0、說明:
測試的opencv版本爲opencv3.4.5
電腦cup:intel 4代i5(4200U)
1、YOLO介紹:
2、下載yolov3的配置文件:
wget https://github.com/pjreddie/darknet/blob/master/data/coco.names?raw=true -O ./coco.names
wget https://github.com/pjreddie/darknet/blob/master/cfg/yolov3.cfg?raw=true -O ./yolov3.cfg
wget https://pjreddie.com/media/files/yolov3.weights
3、C++代碼:
#include <iostream>
#include <fstream>
#include <opencv2/opencv.hpp>
#include <opencv2/dnn.hpp>
#include <opencv2/dnn/shape_utils.hpp>
#include <opencv2/imgproc.hpp>
#include <opencv2/highgui.hpp>
// Remove the bounding boxes with low confidence using non-maxima suppression
void postprocess(cv::Mat& frame, std::vector<cv::Mat>& outs);
// Get the names of the output layers
std::vector<cv::String> getOutputsNames(const cv::dnn::Net& net);
// Draw the predicted bounding box
void drawPred(int classId, float conf, int left, int top, int right, int bottom, cv::Mat& frame);
// Initialize the parameters
float confThreshold = 0.5; // Confidence threshold
float nmsThreshold = 0.4; // Non-maximum suppression threshold
int inpWidth = 416; // Width of network's input image
int inpHeight = 416; // Height of network's input image
std::vector<std::string> classes;
int main(int argc, char** argv)
{
// Load names of classes
std::string classesFile = "/home/alan/Desktop/yolov3/coco.names";
std::ifstream classNamesFile(classesFile.c_str());
if (classNamesFile.is_open())
{
std::string className = "";
while (std::getline(classNamesFile, className))

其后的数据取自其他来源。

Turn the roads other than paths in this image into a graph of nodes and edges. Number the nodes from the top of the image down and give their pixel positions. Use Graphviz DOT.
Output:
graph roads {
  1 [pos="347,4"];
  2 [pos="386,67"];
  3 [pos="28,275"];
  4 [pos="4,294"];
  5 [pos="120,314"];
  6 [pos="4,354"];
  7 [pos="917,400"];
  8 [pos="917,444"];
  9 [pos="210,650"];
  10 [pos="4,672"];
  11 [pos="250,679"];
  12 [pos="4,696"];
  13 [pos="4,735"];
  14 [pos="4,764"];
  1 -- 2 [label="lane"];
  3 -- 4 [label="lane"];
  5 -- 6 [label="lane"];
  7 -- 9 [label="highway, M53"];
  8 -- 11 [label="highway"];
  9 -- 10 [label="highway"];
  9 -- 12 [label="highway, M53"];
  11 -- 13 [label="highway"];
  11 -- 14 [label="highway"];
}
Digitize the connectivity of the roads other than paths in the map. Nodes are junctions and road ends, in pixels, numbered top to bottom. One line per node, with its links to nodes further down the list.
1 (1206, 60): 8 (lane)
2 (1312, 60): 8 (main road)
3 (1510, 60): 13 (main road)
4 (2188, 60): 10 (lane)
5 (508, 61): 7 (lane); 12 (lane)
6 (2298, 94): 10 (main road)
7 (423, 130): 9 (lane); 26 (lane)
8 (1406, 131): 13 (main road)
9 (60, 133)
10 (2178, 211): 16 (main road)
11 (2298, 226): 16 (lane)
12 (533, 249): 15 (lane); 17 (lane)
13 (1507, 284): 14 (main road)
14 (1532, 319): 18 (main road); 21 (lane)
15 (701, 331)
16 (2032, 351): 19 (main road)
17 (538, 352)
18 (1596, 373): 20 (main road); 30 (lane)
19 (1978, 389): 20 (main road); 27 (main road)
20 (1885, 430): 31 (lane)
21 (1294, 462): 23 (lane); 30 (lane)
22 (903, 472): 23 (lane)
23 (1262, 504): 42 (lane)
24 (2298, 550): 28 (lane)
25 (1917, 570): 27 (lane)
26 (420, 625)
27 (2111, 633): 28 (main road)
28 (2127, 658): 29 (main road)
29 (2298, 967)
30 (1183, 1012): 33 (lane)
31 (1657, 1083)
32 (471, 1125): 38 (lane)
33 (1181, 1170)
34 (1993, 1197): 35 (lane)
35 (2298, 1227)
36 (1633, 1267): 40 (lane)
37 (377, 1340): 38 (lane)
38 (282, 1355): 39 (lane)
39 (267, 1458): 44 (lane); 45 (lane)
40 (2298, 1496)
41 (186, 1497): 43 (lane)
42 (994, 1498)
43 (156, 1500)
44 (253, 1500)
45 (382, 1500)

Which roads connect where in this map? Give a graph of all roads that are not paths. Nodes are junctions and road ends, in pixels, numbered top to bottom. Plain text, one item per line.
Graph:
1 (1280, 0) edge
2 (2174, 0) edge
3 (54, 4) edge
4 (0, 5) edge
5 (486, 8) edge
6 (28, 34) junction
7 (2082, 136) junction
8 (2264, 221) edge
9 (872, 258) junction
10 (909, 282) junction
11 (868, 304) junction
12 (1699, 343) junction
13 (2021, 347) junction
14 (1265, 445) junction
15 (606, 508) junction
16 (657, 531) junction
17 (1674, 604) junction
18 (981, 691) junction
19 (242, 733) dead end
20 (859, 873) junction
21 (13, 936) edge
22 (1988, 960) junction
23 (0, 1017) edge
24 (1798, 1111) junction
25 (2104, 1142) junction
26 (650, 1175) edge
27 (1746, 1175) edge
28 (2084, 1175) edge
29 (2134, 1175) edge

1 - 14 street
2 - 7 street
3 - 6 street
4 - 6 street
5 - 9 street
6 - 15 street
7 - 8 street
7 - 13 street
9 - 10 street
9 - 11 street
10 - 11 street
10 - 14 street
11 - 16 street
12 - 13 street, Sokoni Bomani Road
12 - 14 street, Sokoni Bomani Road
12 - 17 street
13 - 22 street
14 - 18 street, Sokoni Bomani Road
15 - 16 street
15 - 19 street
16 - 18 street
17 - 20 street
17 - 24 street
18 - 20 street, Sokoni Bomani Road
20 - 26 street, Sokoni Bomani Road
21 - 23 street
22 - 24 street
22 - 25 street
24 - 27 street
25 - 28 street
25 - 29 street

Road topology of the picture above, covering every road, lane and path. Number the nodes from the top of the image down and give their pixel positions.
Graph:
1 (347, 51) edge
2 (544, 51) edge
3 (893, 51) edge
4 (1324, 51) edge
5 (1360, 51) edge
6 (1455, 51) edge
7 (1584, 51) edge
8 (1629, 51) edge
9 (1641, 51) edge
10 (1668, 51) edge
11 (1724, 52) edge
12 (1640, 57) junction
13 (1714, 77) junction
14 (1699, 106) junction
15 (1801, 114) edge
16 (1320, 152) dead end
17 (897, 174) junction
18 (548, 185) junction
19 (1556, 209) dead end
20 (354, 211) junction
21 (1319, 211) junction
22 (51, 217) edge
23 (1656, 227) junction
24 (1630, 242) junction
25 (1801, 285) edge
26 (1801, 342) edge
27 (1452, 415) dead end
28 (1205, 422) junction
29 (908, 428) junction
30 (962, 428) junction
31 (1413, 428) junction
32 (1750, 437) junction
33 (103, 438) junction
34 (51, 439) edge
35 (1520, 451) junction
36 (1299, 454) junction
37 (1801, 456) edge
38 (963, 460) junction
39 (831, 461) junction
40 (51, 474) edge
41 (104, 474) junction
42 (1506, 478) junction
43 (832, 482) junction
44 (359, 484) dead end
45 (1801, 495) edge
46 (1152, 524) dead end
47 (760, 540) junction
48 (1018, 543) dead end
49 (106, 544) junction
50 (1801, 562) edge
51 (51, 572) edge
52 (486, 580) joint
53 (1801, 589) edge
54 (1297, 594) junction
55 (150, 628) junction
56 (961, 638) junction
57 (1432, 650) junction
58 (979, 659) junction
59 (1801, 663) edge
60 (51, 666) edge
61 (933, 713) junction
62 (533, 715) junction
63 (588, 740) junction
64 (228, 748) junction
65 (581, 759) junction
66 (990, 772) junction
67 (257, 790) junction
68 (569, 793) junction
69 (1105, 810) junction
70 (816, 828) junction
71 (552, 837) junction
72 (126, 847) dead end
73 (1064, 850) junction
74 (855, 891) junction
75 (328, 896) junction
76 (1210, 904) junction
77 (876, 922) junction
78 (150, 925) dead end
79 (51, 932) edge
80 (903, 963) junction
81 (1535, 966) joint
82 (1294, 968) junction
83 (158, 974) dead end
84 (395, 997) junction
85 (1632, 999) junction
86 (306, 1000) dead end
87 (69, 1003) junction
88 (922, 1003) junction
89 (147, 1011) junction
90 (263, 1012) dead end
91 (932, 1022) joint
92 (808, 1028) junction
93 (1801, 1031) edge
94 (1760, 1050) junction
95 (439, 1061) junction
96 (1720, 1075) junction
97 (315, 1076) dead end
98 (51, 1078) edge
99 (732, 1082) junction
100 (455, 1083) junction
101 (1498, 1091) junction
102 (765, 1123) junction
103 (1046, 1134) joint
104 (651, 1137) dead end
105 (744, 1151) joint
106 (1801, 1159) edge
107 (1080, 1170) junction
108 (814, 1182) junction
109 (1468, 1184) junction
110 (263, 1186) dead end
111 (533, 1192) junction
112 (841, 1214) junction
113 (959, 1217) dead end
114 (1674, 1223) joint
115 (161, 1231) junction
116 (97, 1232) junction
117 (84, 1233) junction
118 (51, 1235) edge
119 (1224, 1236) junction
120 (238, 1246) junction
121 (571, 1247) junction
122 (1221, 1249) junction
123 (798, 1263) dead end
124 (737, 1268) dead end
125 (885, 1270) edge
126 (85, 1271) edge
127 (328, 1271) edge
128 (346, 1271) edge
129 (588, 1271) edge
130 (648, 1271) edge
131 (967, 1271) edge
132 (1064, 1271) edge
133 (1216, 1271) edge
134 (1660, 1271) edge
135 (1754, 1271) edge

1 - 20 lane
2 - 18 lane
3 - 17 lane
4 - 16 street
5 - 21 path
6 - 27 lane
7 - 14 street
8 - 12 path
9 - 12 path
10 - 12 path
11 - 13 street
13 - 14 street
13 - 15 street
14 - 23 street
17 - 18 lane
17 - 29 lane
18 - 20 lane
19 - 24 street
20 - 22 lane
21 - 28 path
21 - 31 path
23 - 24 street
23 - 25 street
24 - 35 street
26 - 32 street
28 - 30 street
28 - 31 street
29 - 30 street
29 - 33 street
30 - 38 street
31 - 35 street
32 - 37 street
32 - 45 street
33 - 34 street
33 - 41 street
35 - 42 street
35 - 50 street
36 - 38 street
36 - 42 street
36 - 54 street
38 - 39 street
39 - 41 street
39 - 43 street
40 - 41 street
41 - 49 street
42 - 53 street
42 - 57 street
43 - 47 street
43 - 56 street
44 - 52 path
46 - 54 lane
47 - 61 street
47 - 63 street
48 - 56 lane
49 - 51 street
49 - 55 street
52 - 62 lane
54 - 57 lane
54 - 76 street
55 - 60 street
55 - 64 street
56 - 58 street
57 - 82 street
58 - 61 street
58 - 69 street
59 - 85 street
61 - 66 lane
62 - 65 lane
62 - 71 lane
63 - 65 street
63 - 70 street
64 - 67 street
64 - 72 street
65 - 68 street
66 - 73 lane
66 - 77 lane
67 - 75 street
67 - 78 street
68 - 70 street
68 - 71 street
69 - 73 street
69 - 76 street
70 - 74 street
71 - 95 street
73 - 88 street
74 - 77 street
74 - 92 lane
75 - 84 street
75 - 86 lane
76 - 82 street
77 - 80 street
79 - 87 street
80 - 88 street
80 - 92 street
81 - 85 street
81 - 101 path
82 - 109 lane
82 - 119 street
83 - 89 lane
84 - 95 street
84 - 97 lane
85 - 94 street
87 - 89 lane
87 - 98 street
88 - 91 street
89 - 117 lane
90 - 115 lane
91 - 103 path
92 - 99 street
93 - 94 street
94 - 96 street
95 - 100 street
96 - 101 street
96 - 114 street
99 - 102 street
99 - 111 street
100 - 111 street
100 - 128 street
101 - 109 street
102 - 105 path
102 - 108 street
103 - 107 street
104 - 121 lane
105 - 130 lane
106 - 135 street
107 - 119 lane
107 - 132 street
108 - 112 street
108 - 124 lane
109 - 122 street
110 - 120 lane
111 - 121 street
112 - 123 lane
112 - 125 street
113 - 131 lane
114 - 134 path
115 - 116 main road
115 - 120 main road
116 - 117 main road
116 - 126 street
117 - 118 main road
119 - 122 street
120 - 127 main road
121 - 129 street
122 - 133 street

classes.push_back(className);
}
else{
std::cout<<"can not open classNamesFile"<<std::endl;
}
// Give the configuration and weight files for the model
cv::String modelConfiguration = "/home/alan/Desktop/yolov3/yolov3.cfg";
cv::String modelWeights = "/home/alan/Desktop/yolov3/yolov3.weights";
// Load the network
cv::dnn::Net net = cv::dnn::readNetFromDarknet(modelConfiguration, modelWeights);
std::cout<<"Read Darknet..."<<std::endl;
net.setPreferableBackend(cv::dnn::DNN_BACKEND_OPENCV);
net.setPreferableTarget(cv::dnn::DNN_TARGET_CPU);
// Process frames.
std::cout <<"Processing..."<<std::endl;
cv::VideoCapture cap(0);
cv::Mat frame;
while (cv::waitKey(10) != 27)
{
// get frame from the video
cap >> frame;
//show frame
cv::imshow("frame",frame);
// Create a 4D blob from a frame.
cv::Mat blob;
cv::dnn::blobFromImage(frame, blob, 1/255.0, cv::Size(inpWidth, inpHeight), cv::Scalar(0,0,0), true, false);
//Sets the input to the network
net.setInput(blob);
// Runs the forward pass to get output of the output layers
std::vector<cv::Mat> outs;
net.forward(outs, getOutputsNames(net));
// Remove the bounding boxes with low confidence
postprocess(frame, outs);
// Put efficiency information. The function getPerfProfile returns the
// overall time for inference(t) and the timings for each of the layers(in layersTimes)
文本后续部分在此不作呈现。